The nine to five office grind is a thing of the past, and the age of the digital nomad is upon us. After all, why get up at 6AM every morning, spend an hour or more on a crowded train or stuck in traffic, spend the day glued to a screen and then go through the same commute afterwards if you don’t have to? Instead, you could be starting the morning at 10AM with a spot of yoga and then settling down with exactly the same screen to do the same work by the pool or under the shade of a palm tree.
Put that way, it is easy to understand why so many people are abandoning conventional work patterns and instead embracing the digital nomad lifestyle. Yet we all know there’s no such thing as a free lunch. In fact, there are some who cut their ties and embark on the road to paradise, only to find they are faced with the worst of both worlds.
Trouble in paradise?
Trying to achieve an effective work/life balance is a challenge for any remote worker, and when you are living as a digital nomad, it certainly doesn’t get any easier. One of the most common stresses that digital nomads experience is fear of missing out. In short, it goes like this: they have chosen a beautiful, exotic location in which to work. When they are working, they feel that they should be making the most of their surroundings, not staring at a screen. When they take time out, they feel they should be working. As a result, there is a constant feeling of low-level anxiety and guilt.
Exploring a new location is lots of fun. But it can also take time and effort. Suddenly the most mundane things, that would take five minutes at home, from getting online to sorting out the laundry can take hours.
But perhaps the biggest problem is that feeling of not really belonging. We all have an instinctive urge to have somewhere to call home, and the nomadic lifestyle can create a feeling of being disconnected, particularly if there are thoughts of starting a family.
What is the answer?
The digital nomad lifestyle certainly has plenty going for it, but perhaps the worst thing anyone can do is dive in with a blinkered vision that sees only the positives. Understanding the negatives, and pragmatically weighing them, is key to deriving the maximum enjoyment. For example, being apart from loved ones is always going to be hard, but chatting on skype is free – is that going to be enough? Think things like this through ahead of time, and homesickness and despondency are far less likely to creep in.
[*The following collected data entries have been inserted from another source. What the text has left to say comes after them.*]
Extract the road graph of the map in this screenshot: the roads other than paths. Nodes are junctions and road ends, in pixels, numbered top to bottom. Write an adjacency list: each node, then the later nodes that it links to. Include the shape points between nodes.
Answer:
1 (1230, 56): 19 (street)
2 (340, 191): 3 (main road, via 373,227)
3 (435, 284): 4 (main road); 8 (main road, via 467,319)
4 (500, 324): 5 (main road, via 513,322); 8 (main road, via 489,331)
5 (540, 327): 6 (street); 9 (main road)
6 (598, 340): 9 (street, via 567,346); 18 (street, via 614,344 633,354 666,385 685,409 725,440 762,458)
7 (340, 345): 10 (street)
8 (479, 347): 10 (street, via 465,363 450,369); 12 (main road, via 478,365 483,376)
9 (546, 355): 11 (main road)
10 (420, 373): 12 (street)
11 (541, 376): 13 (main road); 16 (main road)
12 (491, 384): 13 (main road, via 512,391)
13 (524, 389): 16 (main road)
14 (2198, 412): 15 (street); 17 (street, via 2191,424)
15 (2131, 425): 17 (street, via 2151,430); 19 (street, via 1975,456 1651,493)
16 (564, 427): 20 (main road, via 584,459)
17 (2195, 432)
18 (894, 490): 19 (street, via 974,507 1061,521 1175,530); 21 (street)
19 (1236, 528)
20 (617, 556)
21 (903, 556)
It is also vital to remember the importance of routine. Keeping regular hours for work and leisure means neither get neglected. Routine also means eating and sleeping regularly, and keeping serotonin levels up to ensure you are functioning at your best.
Finally, it is worth remembering that the nomadic lifestyle does not have to be forever. Many people ultimately decide there is no place like home – and they find that it is right where they left it.